__YOUR OBJECTIVE__.
Using the records below, copy every line that holds the string "Praça".

═══

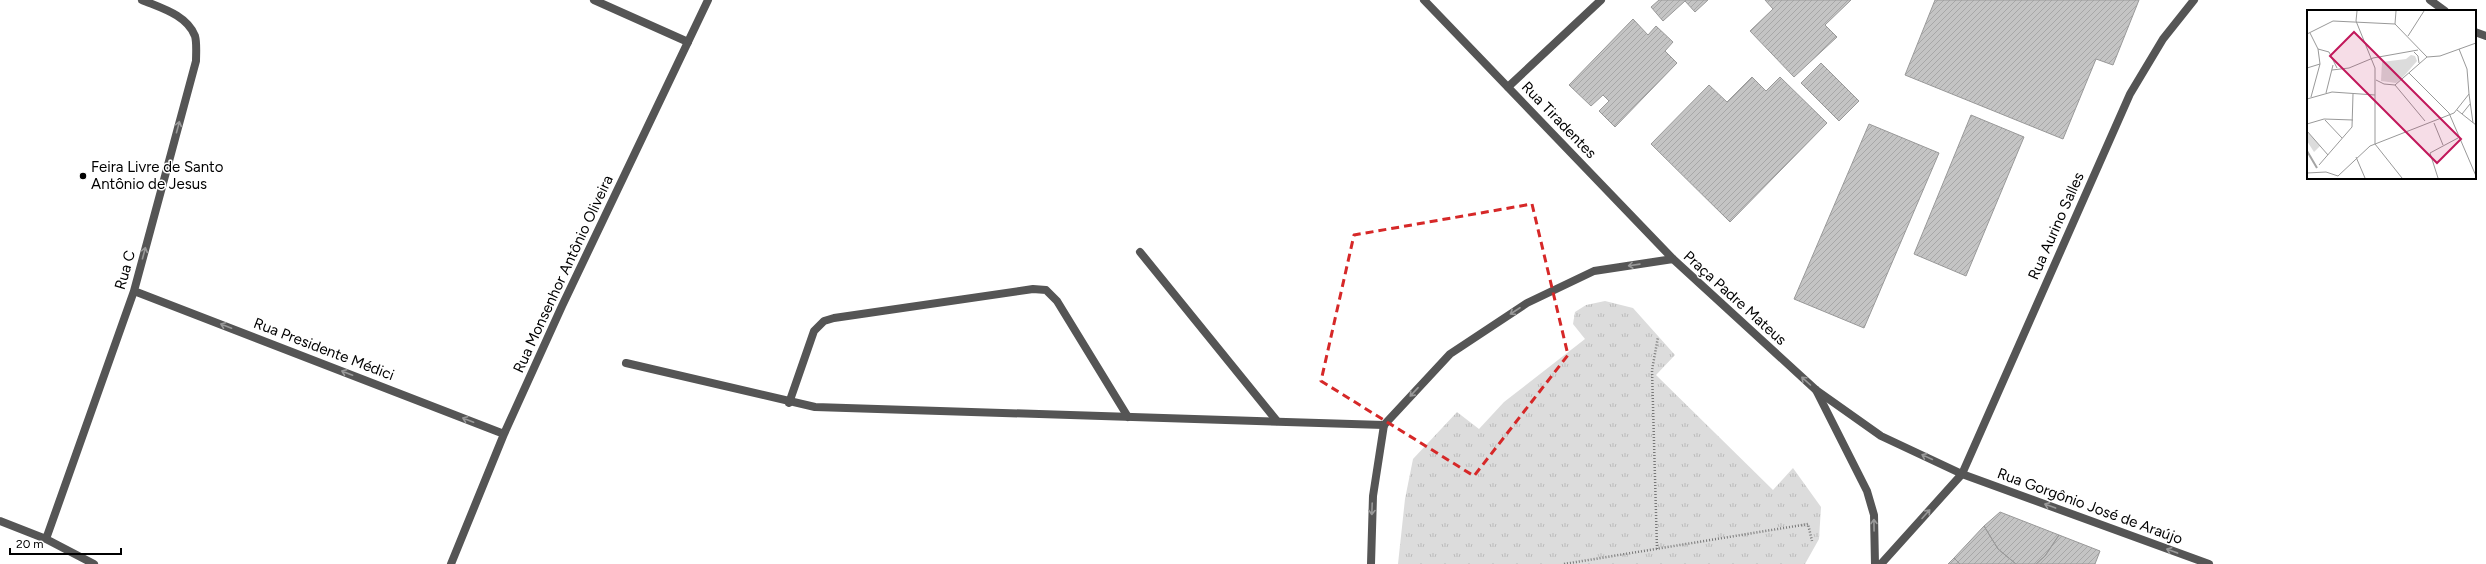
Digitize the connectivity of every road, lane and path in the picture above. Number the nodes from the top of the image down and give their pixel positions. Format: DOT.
graph roads {
  1 [pos="142,0"];
  2 [pos="594,0"];
  3 [pos="708,0"];
  4 [pos="1424,0"];
  5 [pos="1601,0"];
  6 [pos="2194,0"];
  7 [pos="2430,0"];
  8 [pos="2444,10"];
  9 [pos="2476,32"];
  10 [pos="2486,36"];
  11 [pos="688,42"];
  12 [pos="1508,87"];
  13 [pos="1140,252"];
  14 [pos="1673,259"];
  15 [pos="134,291"];
  16 [pos="1658,336"];
  17 [pos="626,364"];
  18 [pos="1816,390"];
  19 [pos="789,402"];
  20 [pos="1128,417"];
  21 [pos="1277,422"];
  22 [pos="1384,425"];
  23 [pos="504,434"];
  24 [pos="1962,474"];
  25 [pos="0,520"];
  26 [pos="46,539"];
  27 [pos="1812,541"];
  28 [pos="1657,549"];
  29 [pos="94,564"];
  30 [pos="451,564"];
  31 [pos="1371,564"];
  32 [pos="1564,564"];
  33 [pos="1874,564"];
  34 [pos="1881,564"];
  35 [pos="2209,564"];
  15 -- 1 [label="street, Rua C, one-way"];
  2 -- 11 [label="street"];
  3 -- 11 [label="street, Rua Monsenhor Antônio Oliveira"];
  4 -- 12 [label="street, Rua Tiradentes"];
  5 -- 12 [label="street"];
  6 -- 24 [label="street, Rua Aurino Salles"];
  7 -- 8 [label="street"];
  9 -- 10 [label="street"];
  11 -- 23 [label="street, Rua Monsenhor Antônio Oliveira"];
  12 -- 14 [label="street, Rua Tiradentes"];
  13 -- 21 [label="street"];
  18 -- 14 [label="street, Praça Padre Mateus, one-way"];
  14 -- 22 [label="street, Praça Padre Mateus, one-way"];
  23 -- 15 [label="street, Rua Presidente Médici, one-way"];
  15 -- 26 [label="street, Rua C"];
  16 -- 28 [label="path"];
  17 -- 19 [label="street"];
  24 -- 18 [label="street, Praça Padre Mateus, one-way"];
  33 -- 18 [label="street, one-way"];
  19 -- 20 [label="street"];
  19 -- 20 [label="street"];
  20 -- 21 [label="street"];
  21 -- 22 [label="street"];
  22 -- 31 [label="street, one-way"];
  23 -- 30 [label="street, Rua Monsenhor Antônio Oliveira"];
  34 -- 24 [label="street, one-way"];
  35 -- 24 [label="street, Rua Gorgônio José de Araújo, one-way"];
  25 -- 26 [label="street"];
  26 -- 29 [label="street"];
  27 -- 28 [label="path"];
  28 -- 32 [label="path"];
}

═══

__ANSWER TO THIS EXERCISE__.
  18 -- 14 [label="street, Praça Padre Mateus, one-way"];
  14 -- 22 [label="street, Praça Padre Mateus, one-way"];
  24 -- 18 [label="street, Praça Padre Mateus, one-way"];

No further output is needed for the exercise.